# What you have to do:
Pull every line that includes the word "edges" from the data.

# Data supplied:
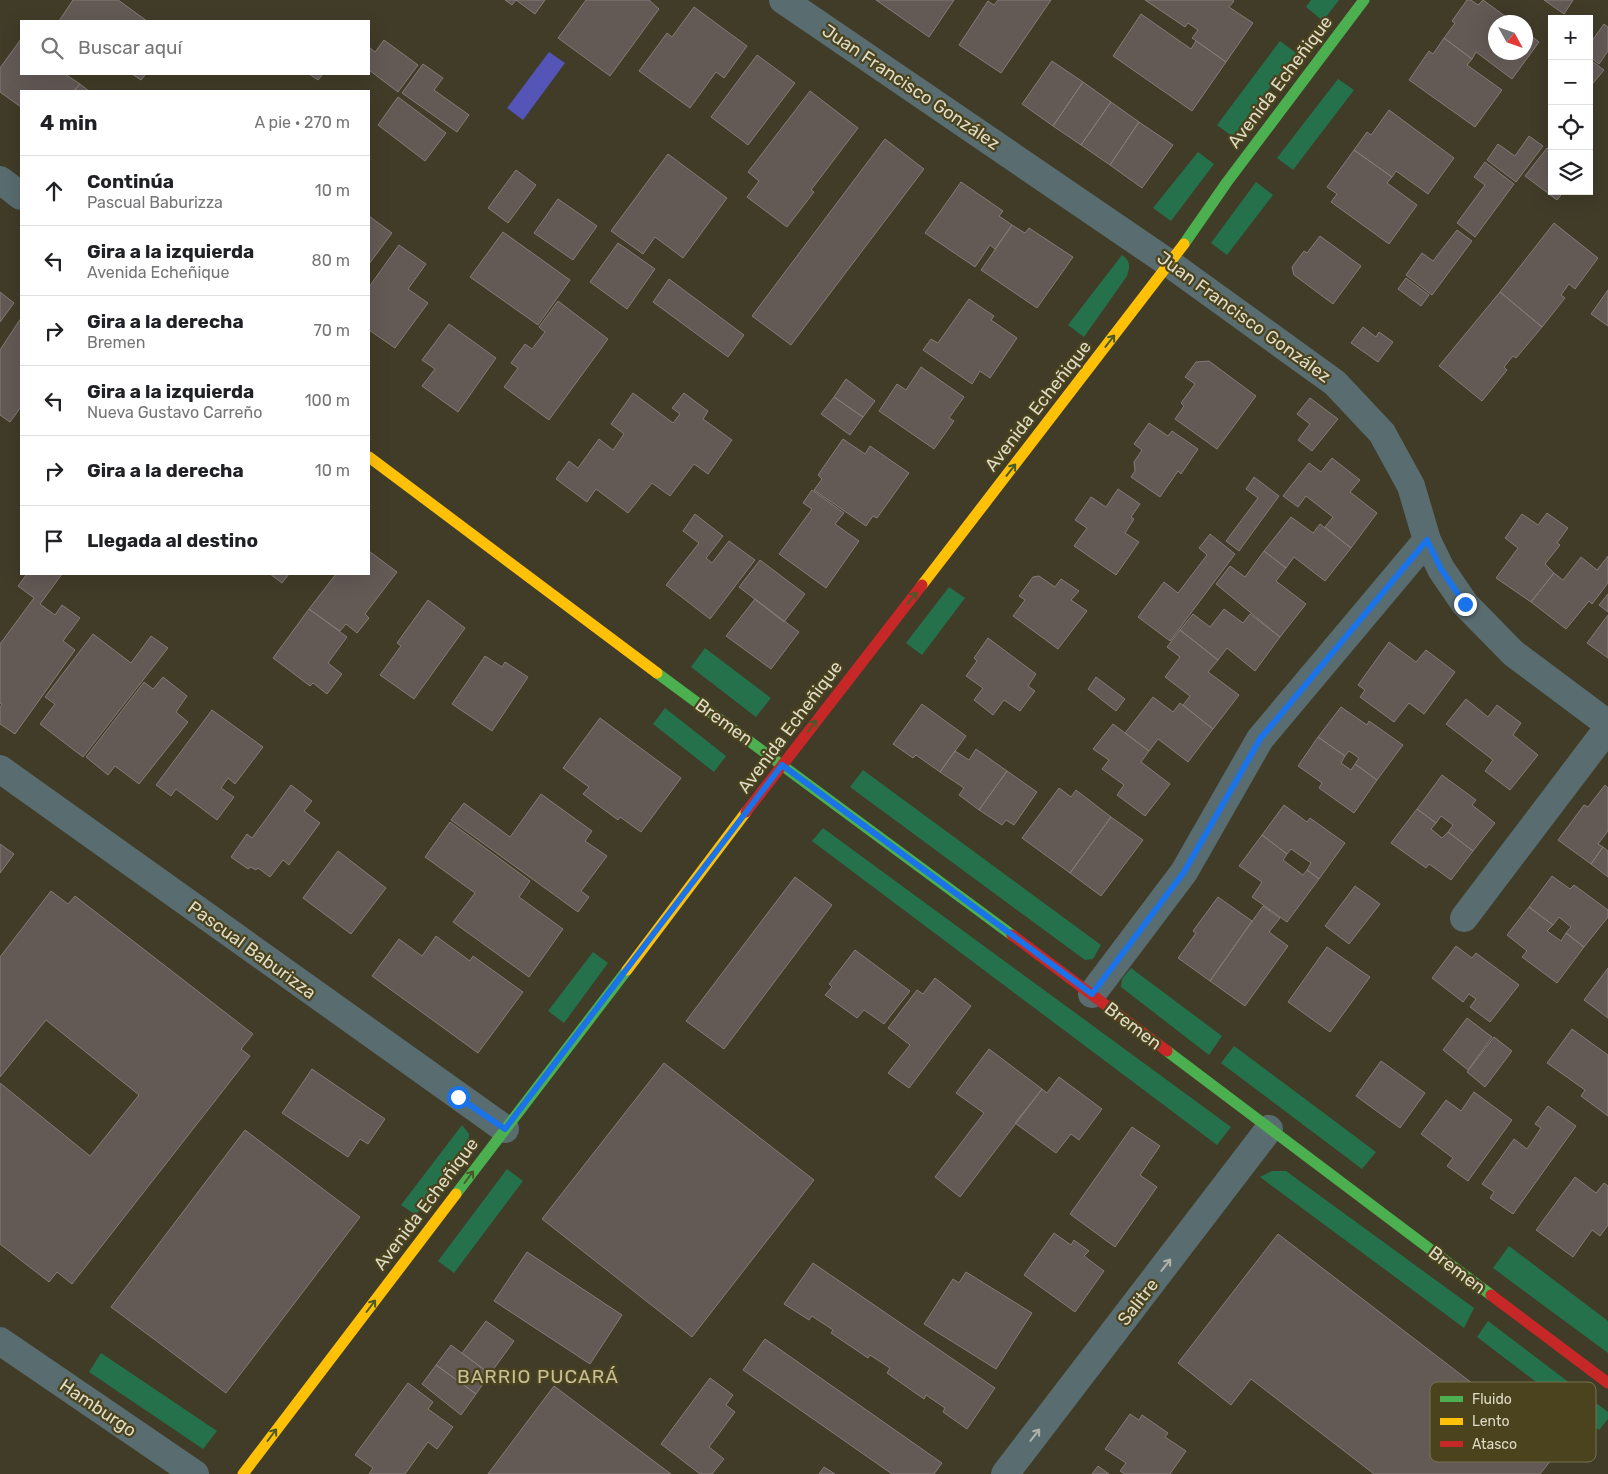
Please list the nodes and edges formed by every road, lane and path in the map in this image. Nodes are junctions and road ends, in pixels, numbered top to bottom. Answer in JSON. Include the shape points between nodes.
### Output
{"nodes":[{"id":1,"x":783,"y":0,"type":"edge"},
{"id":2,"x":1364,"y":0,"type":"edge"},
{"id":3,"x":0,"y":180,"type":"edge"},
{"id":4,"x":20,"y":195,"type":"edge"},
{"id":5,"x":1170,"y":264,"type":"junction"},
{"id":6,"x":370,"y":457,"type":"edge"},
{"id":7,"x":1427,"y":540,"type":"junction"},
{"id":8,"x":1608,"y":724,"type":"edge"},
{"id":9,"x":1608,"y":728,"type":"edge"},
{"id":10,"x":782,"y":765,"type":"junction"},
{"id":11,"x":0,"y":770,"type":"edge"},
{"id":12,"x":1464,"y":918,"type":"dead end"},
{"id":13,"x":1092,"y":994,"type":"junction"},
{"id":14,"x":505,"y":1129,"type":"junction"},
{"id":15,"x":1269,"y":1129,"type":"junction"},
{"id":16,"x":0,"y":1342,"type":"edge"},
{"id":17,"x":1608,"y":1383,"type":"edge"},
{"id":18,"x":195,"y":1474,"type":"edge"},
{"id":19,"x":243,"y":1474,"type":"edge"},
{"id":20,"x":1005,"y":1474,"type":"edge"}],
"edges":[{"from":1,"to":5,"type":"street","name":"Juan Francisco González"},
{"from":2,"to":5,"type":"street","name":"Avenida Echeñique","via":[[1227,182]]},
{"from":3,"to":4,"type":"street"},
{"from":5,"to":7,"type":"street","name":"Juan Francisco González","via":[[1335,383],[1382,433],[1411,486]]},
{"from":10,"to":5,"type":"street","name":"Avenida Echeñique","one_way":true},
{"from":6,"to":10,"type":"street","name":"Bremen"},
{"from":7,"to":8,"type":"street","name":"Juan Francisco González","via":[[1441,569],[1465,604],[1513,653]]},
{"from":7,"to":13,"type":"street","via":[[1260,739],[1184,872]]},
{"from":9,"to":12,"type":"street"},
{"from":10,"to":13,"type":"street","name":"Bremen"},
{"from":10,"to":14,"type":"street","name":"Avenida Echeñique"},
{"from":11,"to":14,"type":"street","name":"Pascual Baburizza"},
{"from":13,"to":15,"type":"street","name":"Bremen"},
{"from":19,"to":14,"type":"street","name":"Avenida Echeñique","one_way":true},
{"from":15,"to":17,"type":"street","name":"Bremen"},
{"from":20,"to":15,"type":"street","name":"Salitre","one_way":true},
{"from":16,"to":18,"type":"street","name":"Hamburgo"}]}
---
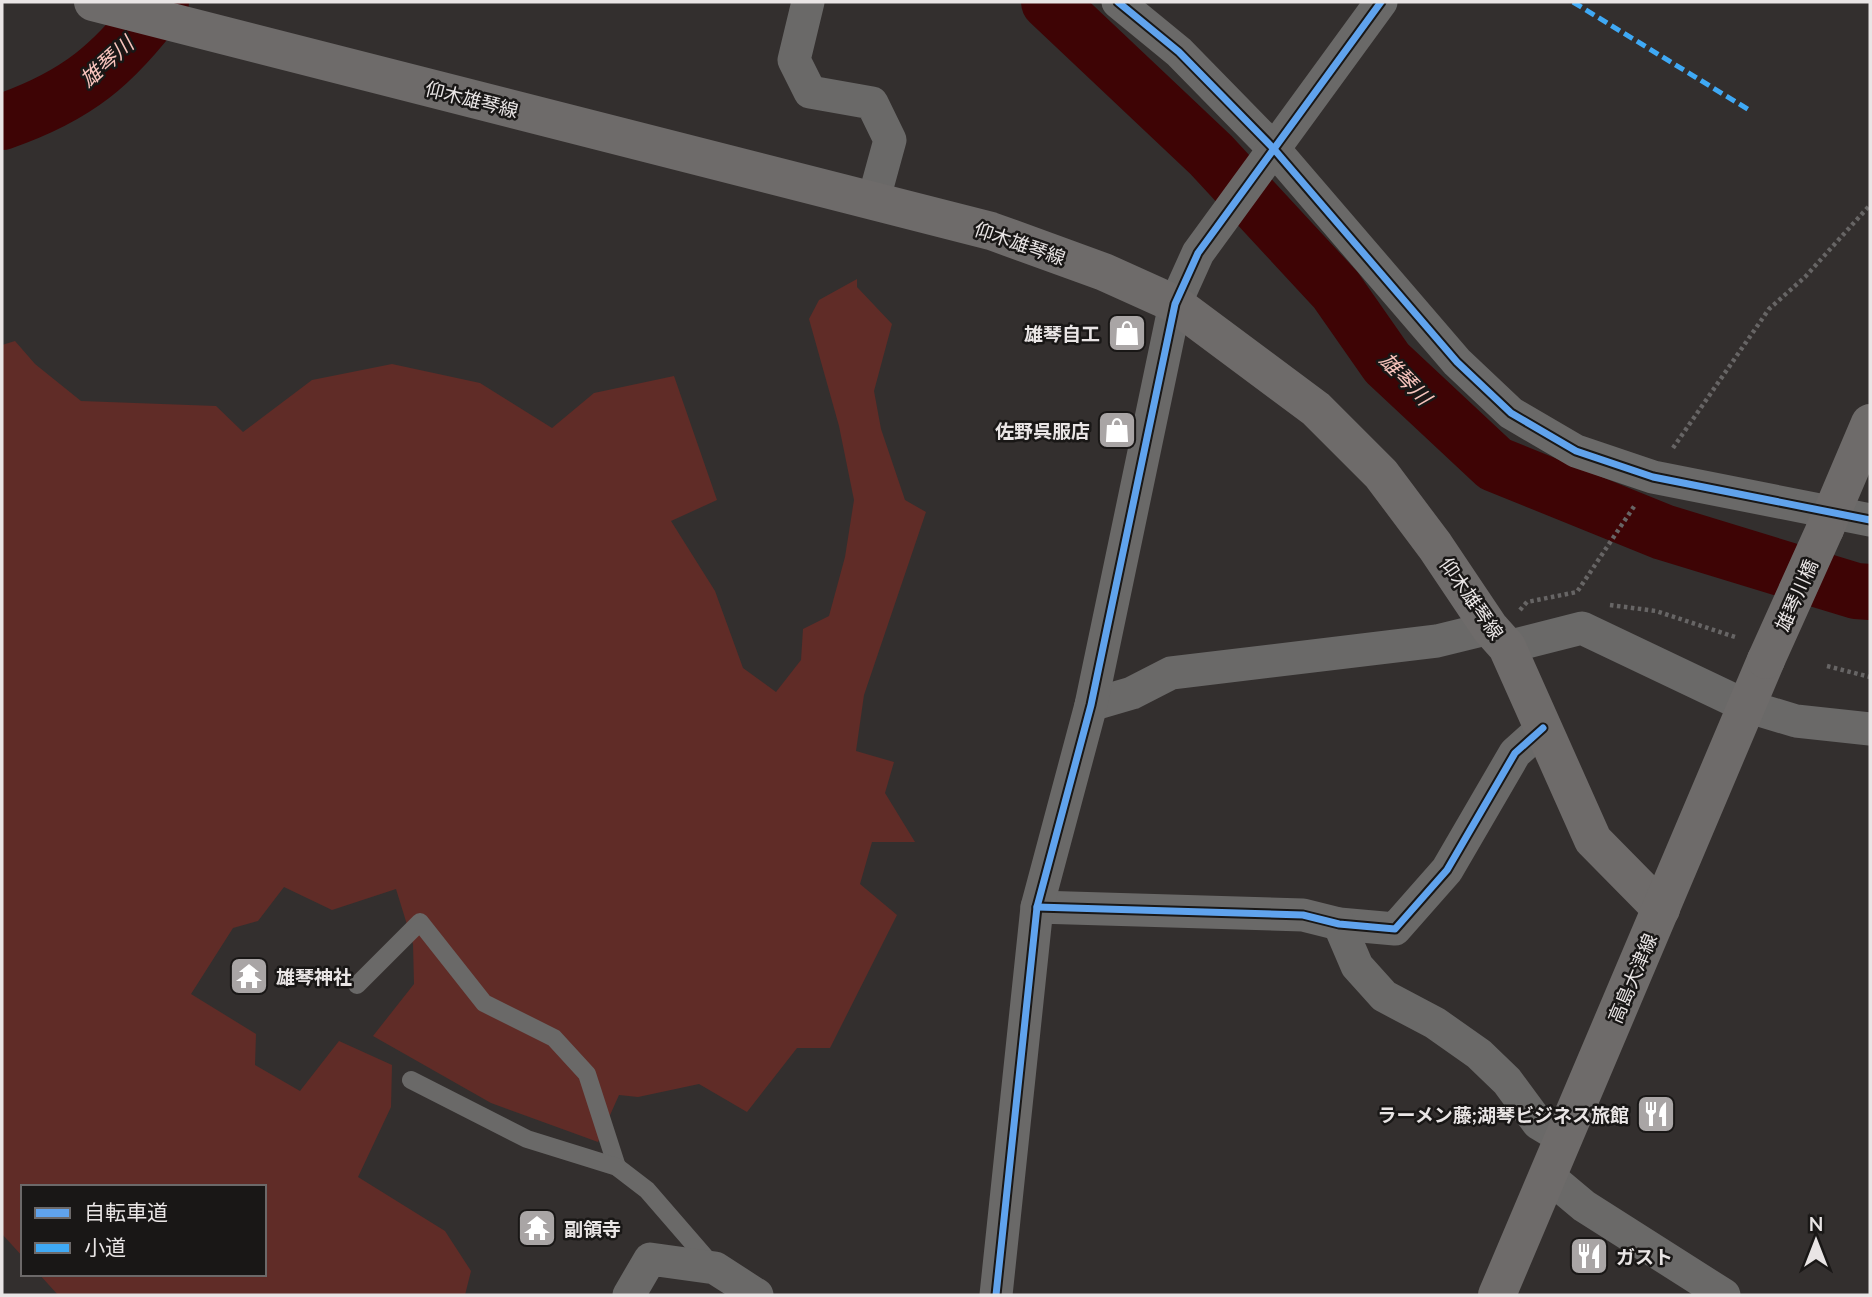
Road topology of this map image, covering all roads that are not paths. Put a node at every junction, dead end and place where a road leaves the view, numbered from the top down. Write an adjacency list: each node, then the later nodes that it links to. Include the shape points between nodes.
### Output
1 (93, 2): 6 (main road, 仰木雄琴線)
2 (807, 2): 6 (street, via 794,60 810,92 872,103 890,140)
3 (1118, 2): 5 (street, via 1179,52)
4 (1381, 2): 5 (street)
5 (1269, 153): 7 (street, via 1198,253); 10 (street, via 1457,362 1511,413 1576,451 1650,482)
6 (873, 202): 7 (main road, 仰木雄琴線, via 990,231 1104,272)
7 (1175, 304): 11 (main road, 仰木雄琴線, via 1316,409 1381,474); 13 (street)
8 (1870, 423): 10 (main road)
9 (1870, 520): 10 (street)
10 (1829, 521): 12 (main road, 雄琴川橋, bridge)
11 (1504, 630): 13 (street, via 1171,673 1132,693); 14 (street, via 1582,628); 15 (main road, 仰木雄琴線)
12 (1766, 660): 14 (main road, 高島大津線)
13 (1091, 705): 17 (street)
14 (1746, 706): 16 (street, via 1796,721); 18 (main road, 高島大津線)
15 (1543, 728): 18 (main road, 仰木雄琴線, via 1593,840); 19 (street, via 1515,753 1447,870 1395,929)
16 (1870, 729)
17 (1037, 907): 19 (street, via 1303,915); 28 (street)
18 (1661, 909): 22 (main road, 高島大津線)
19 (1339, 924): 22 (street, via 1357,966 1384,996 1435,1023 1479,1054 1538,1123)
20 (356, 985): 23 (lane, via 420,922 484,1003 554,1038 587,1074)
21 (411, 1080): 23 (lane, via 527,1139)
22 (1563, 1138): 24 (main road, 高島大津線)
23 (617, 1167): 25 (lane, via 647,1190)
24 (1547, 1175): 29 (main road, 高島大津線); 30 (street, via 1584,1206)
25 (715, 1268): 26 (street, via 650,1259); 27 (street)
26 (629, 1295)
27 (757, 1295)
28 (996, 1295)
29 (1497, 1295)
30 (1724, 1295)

# Answer to the problem:
Please list the nodes and edges formed by every road, lane and path in the map in this image. Nodes are junctions and road ends, in pixels, numbered top to bottom. Answer in JSON. Include the shape points between nodes.
"edges":[{"from":1,"to":5,"type":"street","name":"Juan Francisco González"},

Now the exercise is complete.